> [Description of the task] Retype the entries exactly, but skip the pictures.

> [Extracted records]
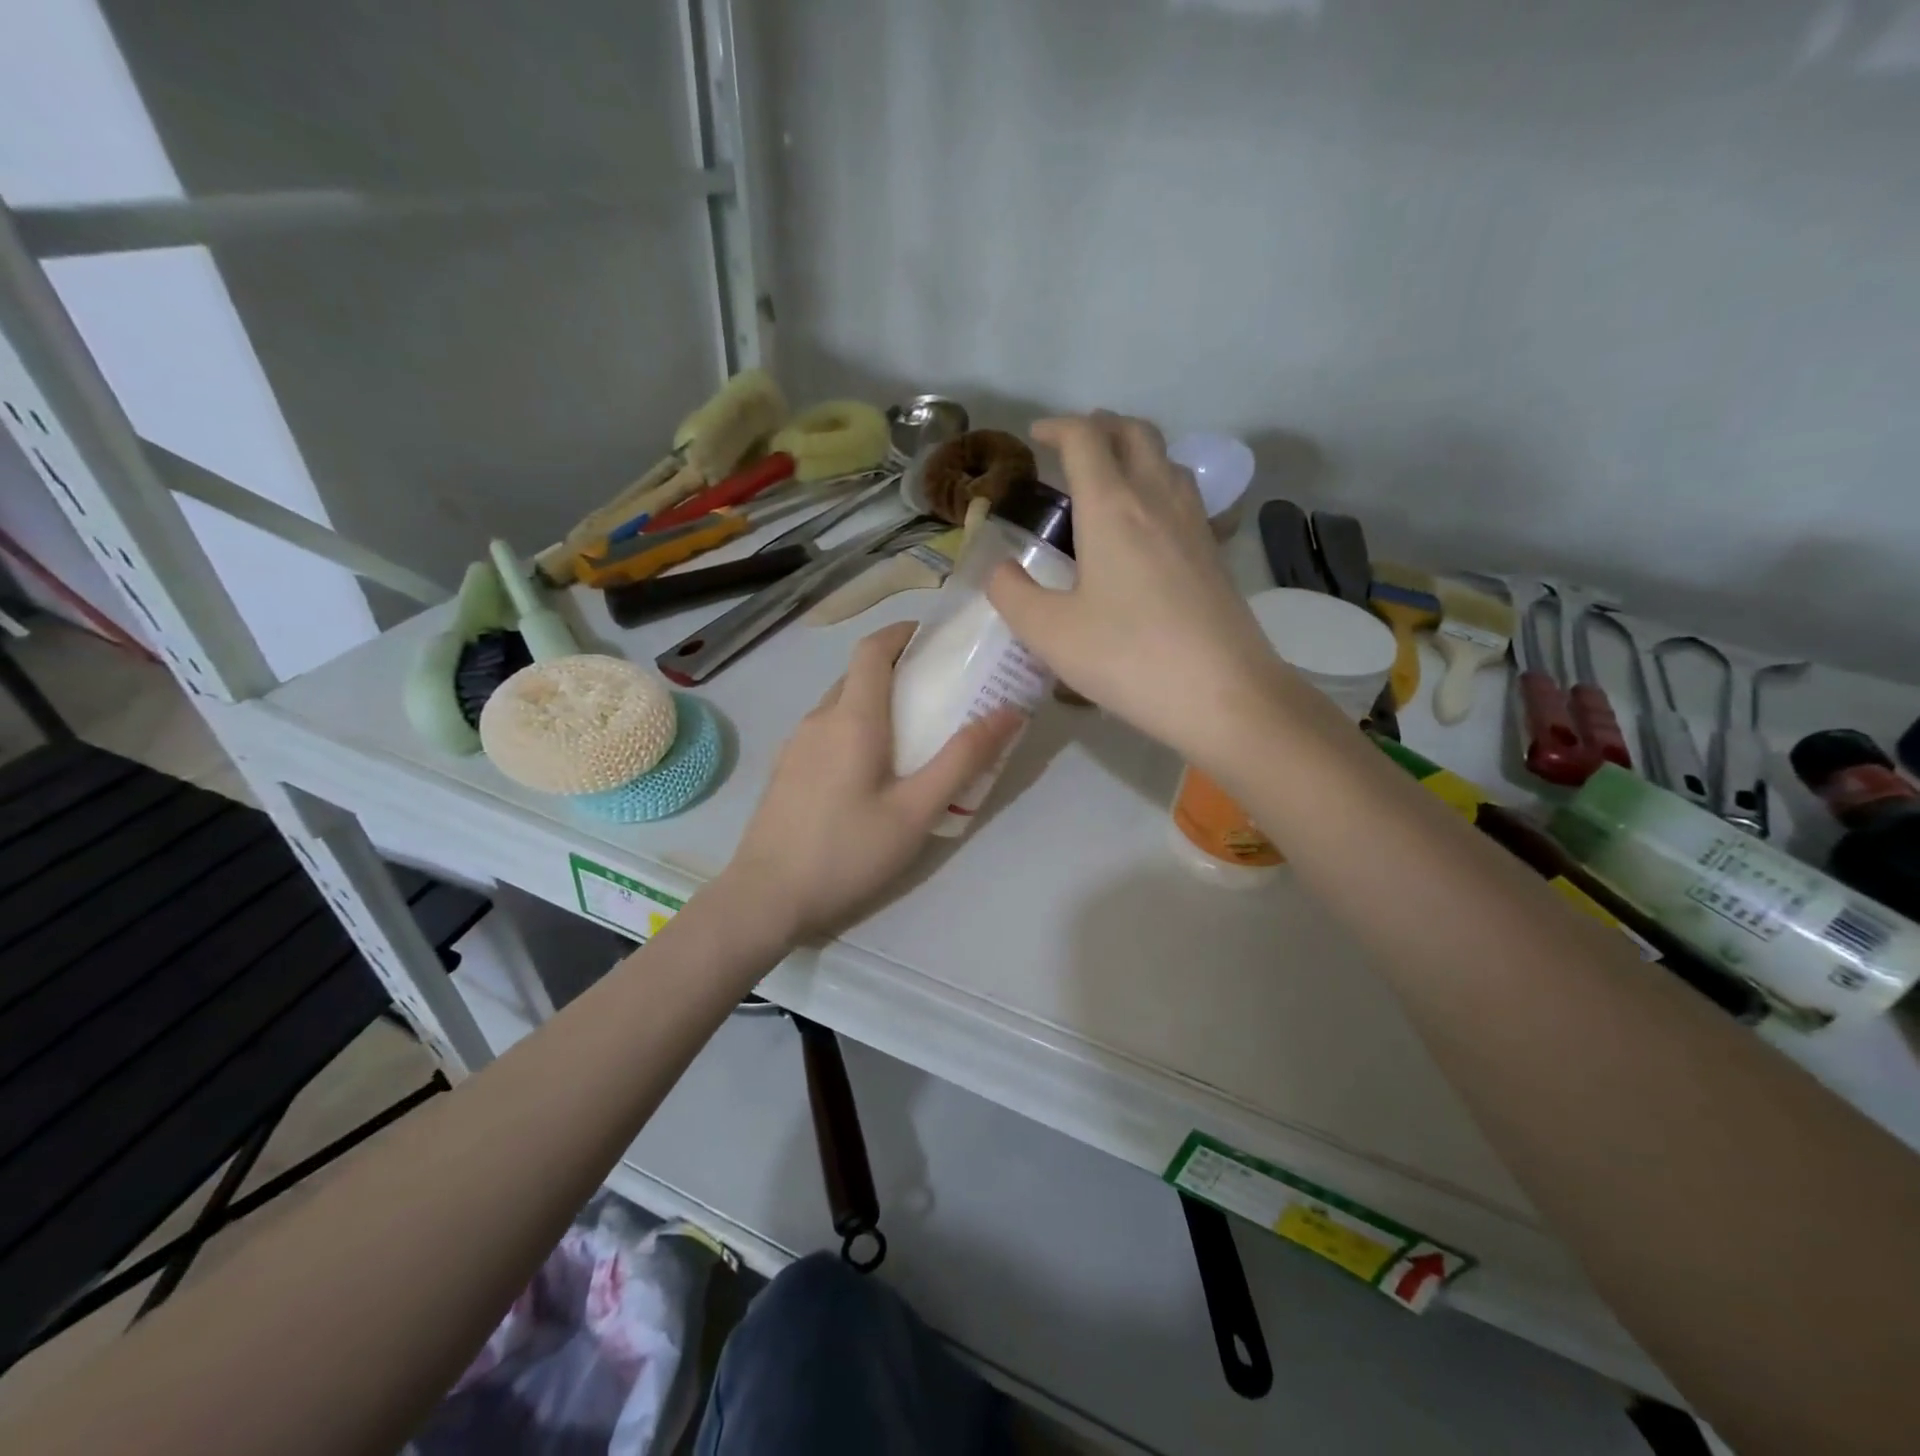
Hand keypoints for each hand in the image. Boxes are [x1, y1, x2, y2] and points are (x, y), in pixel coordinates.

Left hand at [723, 623, 1020, 941]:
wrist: (765, 897)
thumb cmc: (847, 851)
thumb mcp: (916, 811)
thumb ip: (963, 759)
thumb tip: (1009, 711)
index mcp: (852, 718)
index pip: (872, 649)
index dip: (902, 633)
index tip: (934, 638)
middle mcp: (818, 719)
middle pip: (857, 675)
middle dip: (896, 669)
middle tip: (937, 691)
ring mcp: (795, 745)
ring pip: (839, 704)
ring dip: (874, 701)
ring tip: (910, 733)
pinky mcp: (785, 771)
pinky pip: (825, 731)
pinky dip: (853, 728)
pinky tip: (870, 771)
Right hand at [986, 412, 1294, 768]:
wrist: (1222, 695)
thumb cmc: (1128, 658)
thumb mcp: (1050, 633)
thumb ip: (1012, 594)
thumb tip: (999, 569)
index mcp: (1112, 508)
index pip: (1085, 438)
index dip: (1057, 427)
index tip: (1036, 438)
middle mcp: (1157, 500)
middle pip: (1134, 433)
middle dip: (1100, 427)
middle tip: (1072, 447)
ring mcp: (1194, 524)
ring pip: (1166, 460)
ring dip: (1134, 452)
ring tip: (1108, 480)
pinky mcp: (1214, 553)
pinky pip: (1185, 495)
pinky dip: (1158, 487)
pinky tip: (1147, 526)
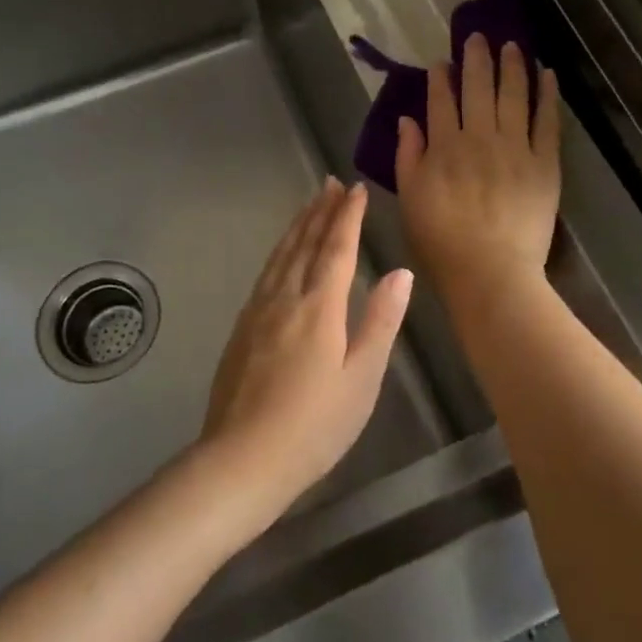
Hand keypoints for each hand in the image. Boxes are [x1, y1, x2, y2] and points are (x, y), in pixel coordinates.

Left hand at [199, 179, 412, 521]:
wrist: (242, 459)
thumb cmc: (314, 426)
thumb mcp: (361, 379)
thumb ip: (381, 322)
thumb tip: (400, 272)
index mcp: (319, 307)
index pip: (336, 248)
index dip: (347, 216)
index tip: (355, 189)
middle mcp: (285, 298)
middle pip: (305, 244)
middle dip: (320, 211)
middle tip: (330, 183)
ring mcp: (257, 312)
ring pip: (280, 255)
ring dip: (297, 226)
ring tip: (308, 204)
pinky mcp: (241, 328)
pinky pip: (265, 273)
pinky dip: (278, 252)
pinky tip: (281, 255)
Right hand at [395, 35, 560, 308]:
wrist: (491, 273)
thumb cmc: (442, 242)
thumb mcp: (410, 200)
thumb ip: (408, 157)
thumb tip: (407, 120)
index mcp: (444, 146)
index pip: (441, 101)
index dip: (441, 78)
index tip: (442, 62)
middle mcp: (480, 137)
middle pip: (478, 88)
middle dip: (477, 59)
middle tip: (478, 37)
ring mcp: (516, 148)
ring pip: (514, 95)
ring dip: (512, 66)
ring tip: (512, 44)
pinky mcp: (545, 163)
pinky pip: (548, 121)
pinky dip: (548, 95)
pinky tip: (547, 74)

> [Response]
Hand keypoints for each hand in the image. Boxes are [x1, y1, x2, y2] and points are (x, y), in pixel coordinates.

Left hand at [723, 623, 1020, 941]:
wrist: (765, 897)
thumb cmc: (847, 851)
thumb mcp: (916, 811)
thumb ip: (963, 759)
thumb tip: (1009, 711)
index mcp: (852, 718)
index pip: (872, 649)
index dip: (902, 633)
index tip: (934, 638)
middle mcp: (818, 719)
middle pip: (857, 675)
middle dip: (896, 669)
middle tip: (937, 691)
ring mcp: (795, 745)
ring pip: (839, 704)
ring dip: (874, 701)
ring tip: (910, 733)
pinky mcp: (785, 771)
pinky pip: (825, 731)
pinky dip: (853, 728)
pinky tip: (870, 771)
Right hand at [986, 412, 1294, 768]:
wrist: (1222, 695)
thumb cmc: (1128, 658)
thumb mcp: (1050, 633)
thumb ip: (1012, 594)
thumb tip: (999, 569)
index mcp: (1112, 508)
index pip: (1085, 438)
index dip: (1057, 427)
index tip: (1036, 438)
middle mcp: (1157, 500)
middle pip: (1134, 433)
middle dip: (1100, 427)
middle tip: (1072, 447)
ring mcp: (1194, 524)
ring pip: (1166, 460)
ring dip: (1134, 452)
ring tip: (1108, 480)
pinky mcp: (1214, 553)
pinky pip: (1185, 495)
pinky dip: (1158, 487)
pinky tip: (1147, 526)
Hand keypoints for each hand in the image. Boxes are [x1, y1, x2, y2] and points are (x, y), in pixel coordinates.

Left hand at [199, 179, 412, 521]:
wrist: (242, 459)
thumb cmc: (314, 426)
thumb mcp: (361, 379)
thumb ip: (381, 322)
thumb tip: (400, 272)
index mcp: (319, 307)
index pip: (336, 248)
index dip: (347, 216)
index tip: (355, 189)
middle mcp: (285, 298)
middle pip: (305, 244)
middle dip: (320, 211)
middle tip: (330, 183)
ring mcp: (257, 312)
ring pip: (280, 255)
ring dip: (297, 226)
ring tip: (308, 204)
pinky mcp: (241, 328)
pinky pip: (265, 273)
pinky dip: (278, 252)
pinky tip: (281, 255)
Right hand at [395, 35, 560, 308]:
wrist: (491, 273)
thumb cmc: (442, 242)
thumb mcp: (410, 200)
thumb ip: (408, 157)
thumb tip: (407, 120)
index mcp: (444, 146)
index pip: (441, 101)
index dip: (441, 78)
index tip: (442, 62)
middle mcp: (480, 137)
middle pip: (478, 88)
middle dip: (477, 59)
middle tip: (478, 37)
ring mcp: (516, 148)
ring pip: (514, 95)
ring dip: (512, 66)
ring tip: (512, 44)
pinky mcp: (545, 163)
pinky pip: (548, 121)
pinky dip: (548, 95)
pinky tip: (547, 74)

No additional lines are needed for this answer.